Kingsley Crane: Okay, great. Really well said. That’s it for me.
Dev Ittycheria: Thank you.
Operator: Thank you. Our next question comes from Mark Moerdler with Alliance Bernstein. You may proceed.
Firoz Valliji: Hi, this is Feroz Valliji from Bernstein. And thanks for taking my question. All right. So, given that the core product is a play infrastructure — is a core infrastructure product. And generally these kind of products are associated with long visibility in terms of spend and implementation, Is it realistically possible for customers to ramp down their buying that quickly? And then I have a follow-up.
Dev Ittycheria: Sure. So, one of the benefits of the cloud is you truly create a variable cost model, right? And so one of the benefits of Atlas is you can scale up or scale down your clusters and essentially your usage based on how your business and ultimately, how the application is doing. What we’re talking about is not the business going backwards, what we’re talking about is that we’re just seeing slower growth of these workloads. And so — and that’s really tied to the fact that our own end customers, their own business is slowing down so their need to upgrade those clusters as they — either those existing apps grow or as they add new apps is not as high as it was say as it was two years ago. And so that’s what’s really happening. There’s not a — I don’t want to imply that the customers are going backwards, it’s just that the rate of growth is slowing down.

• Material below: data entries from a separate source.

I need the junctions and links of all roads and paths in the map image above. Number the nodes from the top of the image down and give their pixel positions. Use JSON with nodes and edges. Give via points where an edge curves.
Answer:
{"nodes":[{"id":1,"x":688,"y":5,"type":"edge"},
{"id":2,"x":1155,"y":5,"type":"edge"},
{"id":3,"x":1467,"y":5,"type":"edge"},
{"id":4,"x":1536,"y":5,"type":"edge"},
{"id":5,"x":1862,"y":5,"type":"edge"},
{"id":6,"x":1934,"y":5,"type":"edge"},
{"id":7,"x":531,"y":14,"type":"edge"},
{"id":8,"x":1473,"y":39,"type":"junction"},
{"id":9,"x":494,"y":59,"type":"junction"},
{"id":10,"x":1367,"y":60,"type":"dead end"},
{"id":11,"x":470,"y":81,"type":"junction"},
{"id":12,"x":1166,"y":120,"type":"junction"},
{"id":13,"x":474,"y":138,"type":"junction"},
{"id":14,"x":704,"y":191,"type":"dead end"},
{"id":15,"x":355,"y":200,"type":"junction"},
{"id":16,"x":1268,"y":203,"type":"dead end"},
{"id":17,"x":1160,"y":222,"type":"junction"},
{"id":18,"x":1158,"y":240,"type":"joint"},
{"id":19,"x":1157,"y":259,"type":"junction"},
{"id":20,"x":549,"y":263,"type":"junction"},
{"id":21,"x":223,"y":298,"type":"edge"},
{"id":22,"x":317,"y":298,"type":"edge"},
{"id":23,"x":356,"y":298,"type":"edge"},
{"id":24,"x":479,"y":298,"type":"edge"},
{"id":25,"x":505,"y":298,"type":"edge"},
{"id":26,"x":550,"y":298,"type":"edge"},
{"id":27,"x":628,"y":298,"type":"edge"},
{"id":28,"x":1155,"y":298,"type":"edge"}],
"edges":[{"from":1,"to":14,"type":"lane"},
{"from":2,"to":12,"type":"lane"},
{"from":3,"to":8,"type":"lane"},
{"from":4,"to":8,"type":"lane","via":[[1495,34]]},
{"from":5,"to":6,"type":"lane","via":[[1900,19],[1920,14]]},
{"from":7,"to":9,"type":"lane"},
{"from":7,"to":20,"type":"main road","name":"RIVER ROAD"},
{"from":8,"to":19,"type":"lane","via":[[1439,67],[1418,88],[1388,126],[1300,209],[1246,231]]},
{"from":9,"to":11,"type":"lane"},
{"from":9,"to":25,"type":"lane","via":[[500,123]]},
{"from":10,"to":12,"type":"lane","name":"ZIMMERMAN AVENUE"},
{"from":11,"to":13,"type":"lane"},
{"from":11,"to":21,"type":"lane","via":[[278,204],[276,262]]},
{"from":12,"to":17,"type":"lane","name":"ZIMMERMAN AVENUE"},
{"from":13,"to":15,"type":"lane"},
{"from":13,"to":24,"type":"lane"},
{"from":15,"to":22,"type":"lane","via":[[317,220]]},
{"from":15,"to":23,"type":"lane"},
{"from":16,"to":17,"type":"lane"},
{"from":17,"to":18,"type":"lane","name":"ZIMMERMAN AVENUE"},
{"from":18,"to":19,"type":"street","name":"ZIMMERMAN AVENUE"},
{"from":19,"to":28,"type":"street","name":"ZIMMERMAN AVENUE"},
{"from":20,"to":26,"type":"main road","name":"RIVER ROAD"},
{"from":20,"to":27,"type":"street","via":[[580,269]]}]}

Firoz Valliji: Got it. And one quick follow-up. You talk about consumption pattern being slower in Q4. Is it something that is a very broad-based trend, or is it — would you highlight any specifics in large enterprises versus let’s say digital natives or SMB customers? Thank you.
Dev Ittycheria: No. As you mentioned the holiday slowdown was more pronounced. We had very limited growth in those two months and it was broad-based across industries. And then we — similarly, the rebound that we saw in February was also broad-based.
Firoz Valliji: Thank you. That’s very helpful.
Operator: Thank you. Our next question comes from Mike Cikos with Needham. You may proceed.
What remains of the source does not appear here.